■ Task objective ■
The answer must be exactly the lines from the one containing "Digitize the connectivity" through the end of the material, with both ends kept and no other lines.

◆ ◆ ◆ ◆

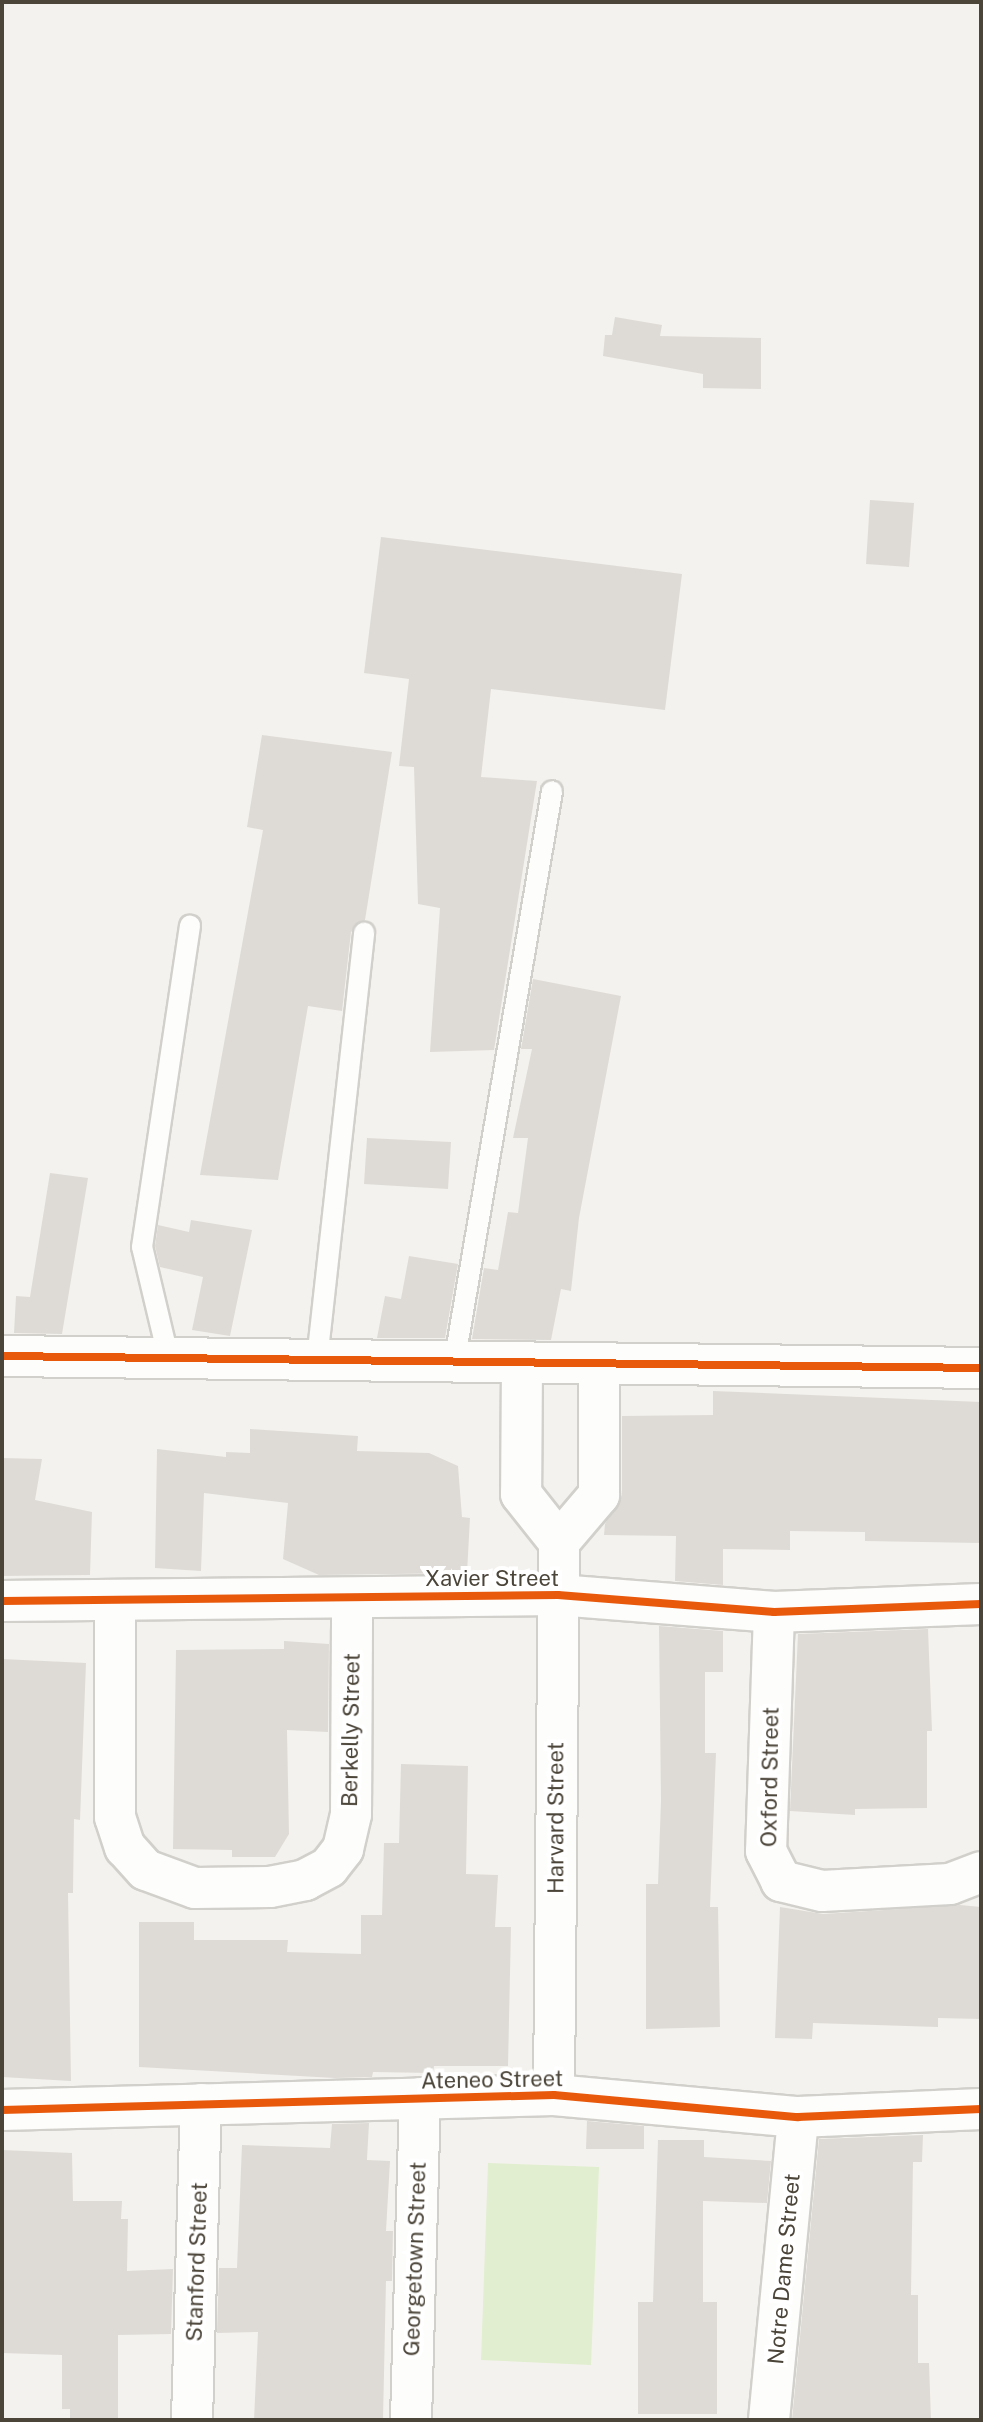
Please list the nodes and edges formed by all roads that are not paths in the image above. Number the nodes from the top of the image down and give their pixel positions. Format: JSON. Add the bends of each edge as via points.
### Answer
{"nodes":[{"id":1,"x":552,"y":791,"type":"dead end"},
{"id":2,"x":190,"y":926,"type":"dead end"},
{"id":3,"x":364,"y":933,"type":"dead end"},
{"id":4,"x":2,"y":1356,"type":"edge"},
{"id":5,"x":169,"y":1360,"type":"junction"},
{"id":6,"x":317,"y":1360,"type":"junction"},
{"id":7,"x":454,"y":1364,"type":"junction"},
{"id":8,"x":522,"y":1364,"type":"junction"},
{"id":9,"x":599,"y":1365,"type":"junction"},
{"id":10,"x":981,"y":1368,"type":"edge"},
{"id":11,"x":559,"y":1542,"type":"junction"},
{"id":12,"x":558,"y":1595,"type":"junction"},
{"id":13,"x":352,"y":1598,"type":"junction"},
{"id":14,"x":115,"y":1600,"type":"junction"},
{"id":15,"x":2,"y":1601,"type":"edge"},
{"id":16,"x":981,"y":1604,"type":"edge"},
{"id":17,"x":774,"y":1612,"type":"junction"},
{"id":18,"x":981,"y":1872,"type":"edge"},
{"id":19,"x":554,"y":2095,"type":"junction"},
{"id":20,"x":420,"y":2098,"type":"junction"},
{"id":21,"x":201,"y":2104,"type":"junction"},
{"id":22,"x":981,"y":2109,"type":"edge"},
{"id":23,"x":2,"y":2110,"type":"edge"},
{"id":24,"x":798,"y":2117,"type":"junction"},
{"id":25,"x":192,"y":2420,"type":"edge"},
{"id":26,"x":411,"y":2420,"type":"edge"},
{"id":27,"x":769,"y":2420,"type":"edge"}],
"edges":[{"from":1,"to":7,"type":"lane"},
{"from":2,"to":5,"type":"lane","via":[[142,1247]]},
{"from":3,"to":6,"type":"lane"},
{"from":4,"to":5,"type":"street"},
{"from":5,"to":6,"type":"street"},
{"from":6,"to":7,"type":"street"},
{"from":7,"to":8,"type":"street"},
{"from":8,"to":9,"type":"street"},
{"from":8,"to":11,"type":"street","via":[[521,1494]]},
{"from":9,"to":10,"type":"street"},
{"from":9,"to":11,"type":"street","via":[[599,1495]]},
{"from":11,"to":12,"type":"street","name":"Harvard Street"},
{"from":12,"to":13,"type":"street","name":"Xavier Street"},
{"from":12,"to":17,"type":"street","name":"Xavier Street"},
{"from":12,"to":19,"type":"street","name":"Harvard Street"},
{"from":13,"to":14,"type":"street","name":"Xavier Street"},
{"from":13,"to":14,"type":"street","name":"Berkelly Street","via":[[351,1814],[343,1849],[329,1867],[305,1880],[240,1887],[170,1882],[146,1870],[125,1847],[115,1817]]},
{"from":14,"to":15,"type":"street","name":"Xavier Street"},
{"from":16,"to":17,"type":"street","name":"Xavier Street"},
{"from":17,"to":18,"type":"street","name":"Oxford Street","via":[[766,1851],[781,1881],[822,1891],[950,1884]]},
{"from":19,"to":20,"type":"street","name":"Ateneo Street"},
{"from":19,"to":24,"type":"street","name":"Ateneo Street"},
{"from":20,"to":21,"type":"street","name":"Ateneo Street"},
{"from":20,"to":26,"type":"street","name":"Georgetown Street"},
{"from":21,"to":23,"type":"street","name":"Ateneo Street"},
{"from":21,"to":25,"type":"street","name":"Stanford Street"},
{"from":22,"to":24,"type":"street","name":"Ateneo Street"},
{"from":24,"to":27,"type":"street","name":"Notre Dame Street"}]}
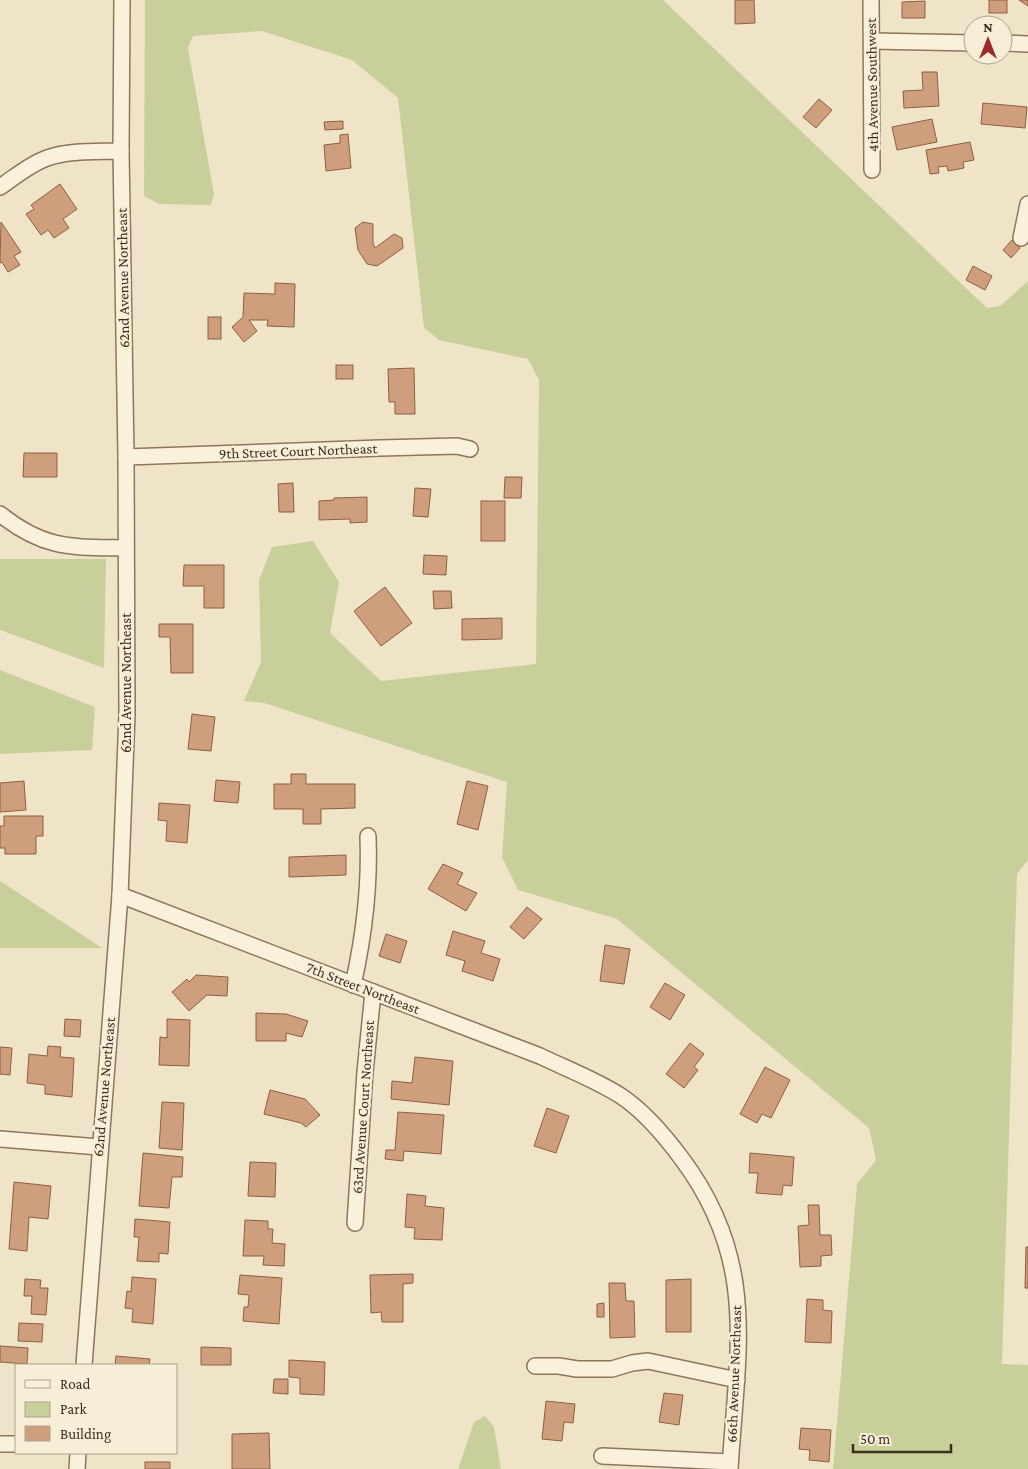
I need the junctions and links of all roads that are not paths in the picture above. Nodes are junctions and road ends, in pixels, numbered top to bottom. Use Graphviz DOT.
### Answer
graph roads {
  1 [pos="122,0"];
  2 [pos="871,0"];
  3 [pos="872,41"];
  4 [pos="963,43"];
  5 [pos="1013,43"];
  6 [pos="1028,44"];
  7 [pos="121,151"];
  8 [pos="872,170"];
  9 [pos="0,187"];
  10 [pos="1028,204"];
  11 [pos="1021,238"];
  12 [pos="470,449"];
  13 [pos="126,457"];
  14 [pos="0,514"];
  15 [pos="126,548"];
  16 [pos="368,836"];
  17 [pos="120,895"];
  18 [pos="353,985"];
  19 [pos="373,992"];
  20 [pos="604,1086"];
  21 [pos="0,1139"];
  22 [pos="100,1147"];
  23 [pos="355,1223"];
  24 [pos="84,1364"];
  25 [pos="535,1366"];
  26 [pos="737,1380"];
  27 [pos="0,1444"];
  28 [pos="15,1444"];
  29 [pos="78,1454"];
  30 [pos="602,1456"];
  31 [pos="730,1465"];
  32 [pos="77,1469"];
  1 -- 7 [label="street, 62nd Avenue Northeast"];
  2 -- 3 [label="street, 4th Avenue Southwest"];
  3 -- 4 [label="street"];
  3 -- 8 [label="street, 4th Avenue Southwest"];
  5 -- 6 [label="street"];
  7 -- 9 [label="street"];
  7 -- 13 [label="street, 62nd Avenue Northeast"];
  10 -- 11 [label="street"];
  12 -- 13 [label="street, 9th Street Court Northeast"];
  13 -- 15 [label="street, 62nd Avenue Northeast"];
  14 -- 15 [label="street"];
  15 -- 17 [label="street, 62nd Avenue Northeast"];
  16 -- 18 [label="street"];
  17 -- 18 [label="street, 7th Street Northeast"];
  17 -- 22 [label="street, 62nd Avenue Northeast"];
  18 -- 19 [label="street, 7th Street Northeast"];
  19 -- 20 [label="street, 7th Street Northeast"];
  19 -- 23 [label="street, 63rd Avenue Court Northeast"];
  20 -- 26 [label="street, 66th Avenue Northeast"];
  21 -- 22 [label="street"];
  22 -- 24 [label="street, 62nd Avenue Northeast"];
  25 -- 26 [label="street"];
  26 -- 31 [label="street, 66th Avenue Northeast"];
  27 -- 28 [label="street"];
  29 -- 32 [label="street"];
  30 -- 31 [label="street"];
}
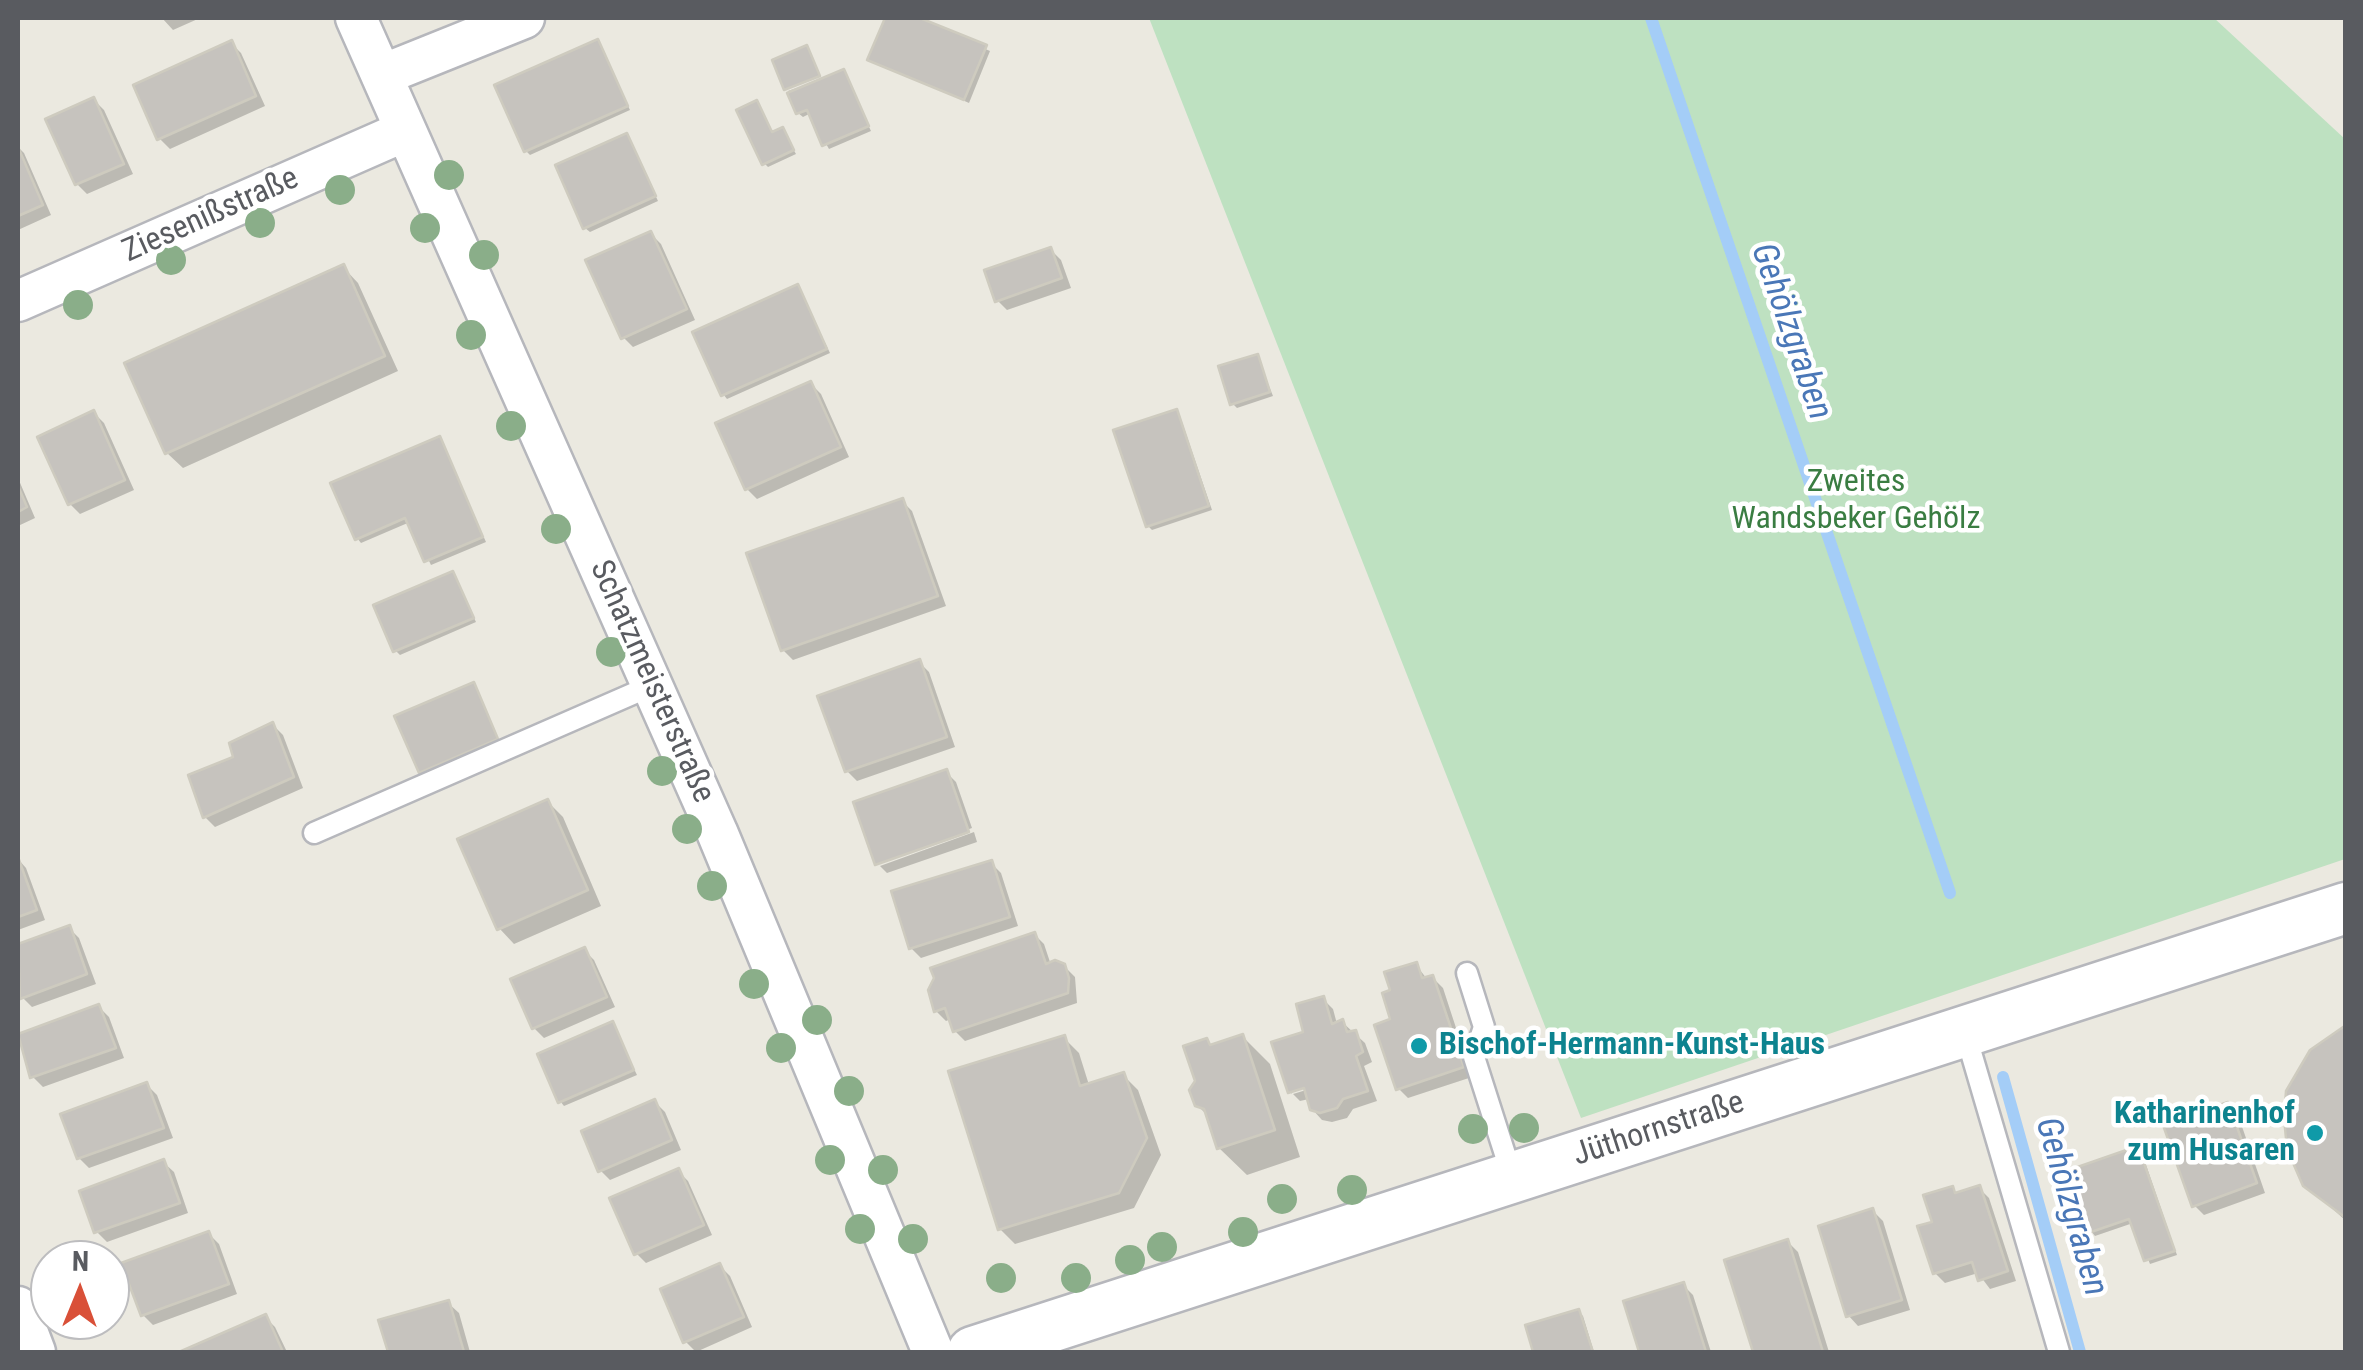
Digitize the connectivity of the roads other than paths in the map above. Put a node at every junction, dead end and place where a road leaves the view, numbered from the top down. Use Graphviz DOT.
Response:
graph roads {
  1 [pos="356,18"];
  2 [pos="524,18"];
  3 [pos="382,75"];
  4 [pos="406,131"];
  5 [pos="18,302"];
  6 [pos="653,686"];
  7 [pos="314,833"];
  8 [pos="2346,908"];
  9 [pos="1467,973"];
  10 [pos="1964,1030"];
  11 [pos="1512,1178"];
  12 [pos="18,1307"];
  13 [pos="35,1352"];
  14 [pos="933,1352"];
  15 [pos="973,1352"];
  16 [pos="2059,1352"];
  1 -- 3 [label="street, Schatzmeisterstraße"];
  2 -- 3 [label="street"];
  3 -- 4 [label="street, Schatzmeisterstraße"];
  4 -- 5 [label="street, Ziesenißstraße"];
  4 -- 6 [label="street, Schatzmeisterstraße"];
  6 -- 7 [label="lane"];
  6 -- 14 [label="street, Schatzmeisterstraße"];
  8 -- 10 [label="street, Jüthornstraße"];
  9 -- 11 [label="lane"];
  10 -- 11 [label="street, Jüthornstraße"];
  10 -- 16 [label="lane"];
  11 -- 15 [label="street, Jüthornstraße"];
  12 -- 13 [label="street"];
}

◆ ◆ ◆ ◆

■ Answer space ■
Digitize the connectivity of the roads other than paths in the map above. Put a node at every junction, dead end and place where a road leaves the view, numbered from the top down. Use Graphviz DOT.
Response:
graph roads {
  1 [pos="356,18"];
  2 [pos="524,18"];
  3 [pos="382,75"];
  4 [pos="406,131"];
  5 [pos="18,302"];
  6 [pos="653,686"];
  7 [pos="314,833"];
  8 [pos="2346,908"];
  9 [pos="1467,973"];
  10 [pos="1964,1030"];
  11 [pos="1512,1178"];
  12 [pos="18,1307"];
  13 [pos="35,1352"];
  14 [pos="933,1352"];
  15 [pos="973,1352"];
  16 [pos="2059,1352"];
  1 -- 3 [label="street, Schatzmeisterstraße"];
  2 -- 3 [label="street"];
  3 -- 4 [label="street, Schatzmeisterstraße"];
  4 -- 5 [label="street, Ziesenißstraße"];
  4 -- 6 [label="street, Schatzmeisterstraße"];
  6 -- 7 [label="lane"];
  6 -- 14 [label="street, Schatzmeisterstraße"];
  8 -- 10 [label="street, Jüthornstraße"];
  9 -- 11 [label="lane"];
  10 -- 11 [label="street, Jüthornstraße"];
  10 -- 16 [label="lane"];
  11 -- 15 [label="street, Jüthornstraße"];
  12 -- 13 [label="street"];
}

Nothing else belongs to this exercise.